Preparing low worm-risk lambing paddocks for many thousands of ewes is a mammoth task, but Andrew found the solution that suited their operation was to use a long acting product during the early preparation period.

Andrew said, “Since MH Premium farms only bought Warrane in 2014, development and fencing improvements are still occurring and I can’t yet guarantee that lambing paddocks are kept free of sheep for the critical March and April period—and with drought we also wanted to use these paddocks at the time. I’ve found that I can use long acting moxidectin injection given with an effective primer drench to sheep just before this time and be confident that I can use those paddocks then, not worry about some straying from a nearby paddock and I’ve got low worm pastures for my ewes to lamb in during spring.

“It’s easy to manage, but you do need to monitor and know, from testing, that the product is effective on your property for the length of time required.”

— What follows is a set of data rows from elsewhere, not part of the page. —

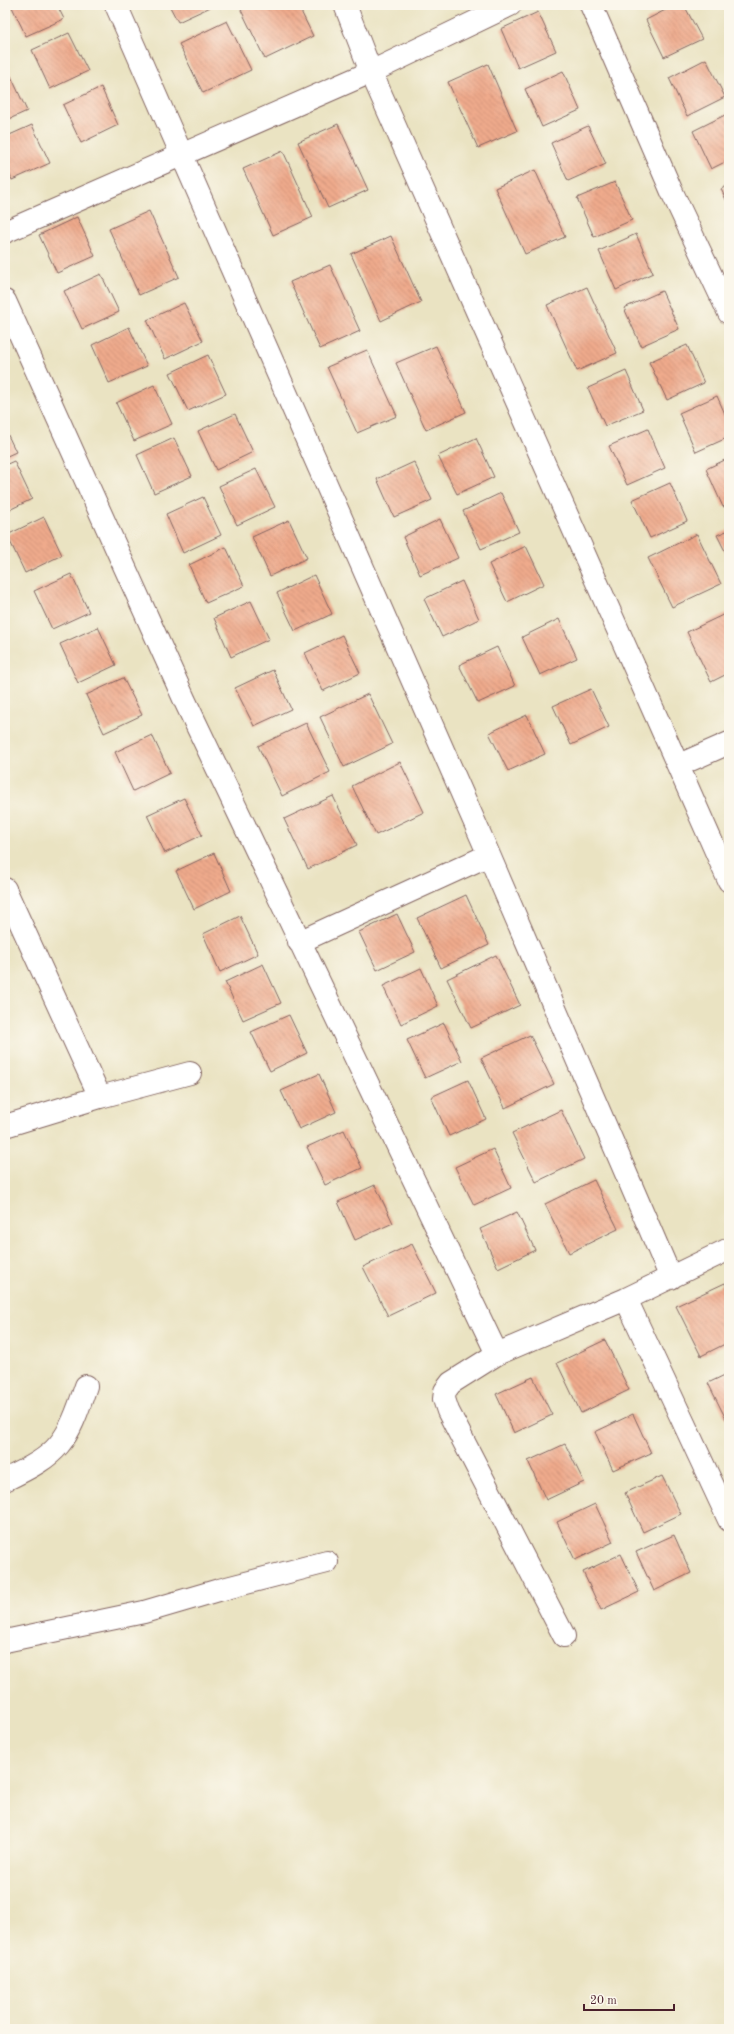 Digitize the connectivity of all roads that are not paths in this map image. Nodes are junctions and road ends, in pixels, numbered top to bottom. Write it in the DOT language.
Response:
graph roads {
  1 [pos="116,5"];
  2 [pos="345,5"];
  3 [pos="510,5"];
  4 [pos="591,5"];
  5 [pos="371,72"];
  6 [pos="180,154"];
  7 [pos="5,232"];
  8 [pos="5,301"];
  9 [pos="729,313"];
  10 [pos="729,743"];
  11 [pos="679,765"];
  12 [pos="489,855"];
  13 [pos="729,881"];
  14 [pos="5,889"];
  15 [pos="299,942"];
  16 [pos="190,1073"];
  17 [pos="100,1097"];
  18 [pos="5,1126"];
  19 [pos="729,1249"];
  20 [pos="671,1278"];
  21 [pos="626,1299"];
  22 [pos="497,1354"];
  23 [pos="86,1386"];
  24 [pos="5,1480"];
  25 [pos="729,1520"];
  26 [pos="327,1562"];
  27 [pos="564,1636"];
  28 [pos="5,1641"];
  1 -- 6 [label="street"];
  2 -- 5 [label="street"];
  3 -- 5 [label="street"];
  4 -- 9 [label="street"];
  5 -- 6 [label="street"];
  5 -- 11 [label="street"];
  6 -- 7 [label="street"];
  6 -- 12 [label="street"];
  8 -- 15 [label="street"];
  10 -- 11 [label="street"];
  11 -- 13 [label="street"];
  12 -- 15 [label="street"];
  12 -- 20 [label="street"];
  14 -- 17 [label="street"];
  15 -- 22 [label="street"];
  16 -- 17 [label="street"];
  17 -- 18 [label="street"];
  19 -- 20 [label="street"];
  20 -- 21 [label="street"];
  21 -- 22 [label="street"];
  21 -- 25 [label="street"];
  22 -- 27 [label="street"];
  23 -- 24 [label="street"];
  26 -- 28 [label="street"];
}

Conversely, without the benefit of the long acting product, weaning paddock preparation is difficult. “It still comes down to keeping sheep out of the paddocks, which can still be a problem, and we’ve really been needing to best utilise the feed in them during this drought,” said Andrew, “so I’m only sometimes successful with these paddocks. I will keep trying with all the weaning paddocks, and I expect when we have better seasons that the flexibility with more feed will give better results.”

Andrew also uses Barbervax®. “We do have drench resistance here, so we need a variety of strategies to manage barber’s pole worms. I’ve found Barbervax to be very useful and will continue to use it.”

Currently, breeding for worm resistance is not a focus, “I’d like to do it, but we are getting good genetics from one of our company directors at a good price, but they don't have the ASBVS,” said Andrew.

“Despite the large operation and its challenges, I’ve found the WormBoss project to be very helpful and I’ve learned quite a lot. I’m now very confident that a cost-effective worm control program is in place on Warrane.”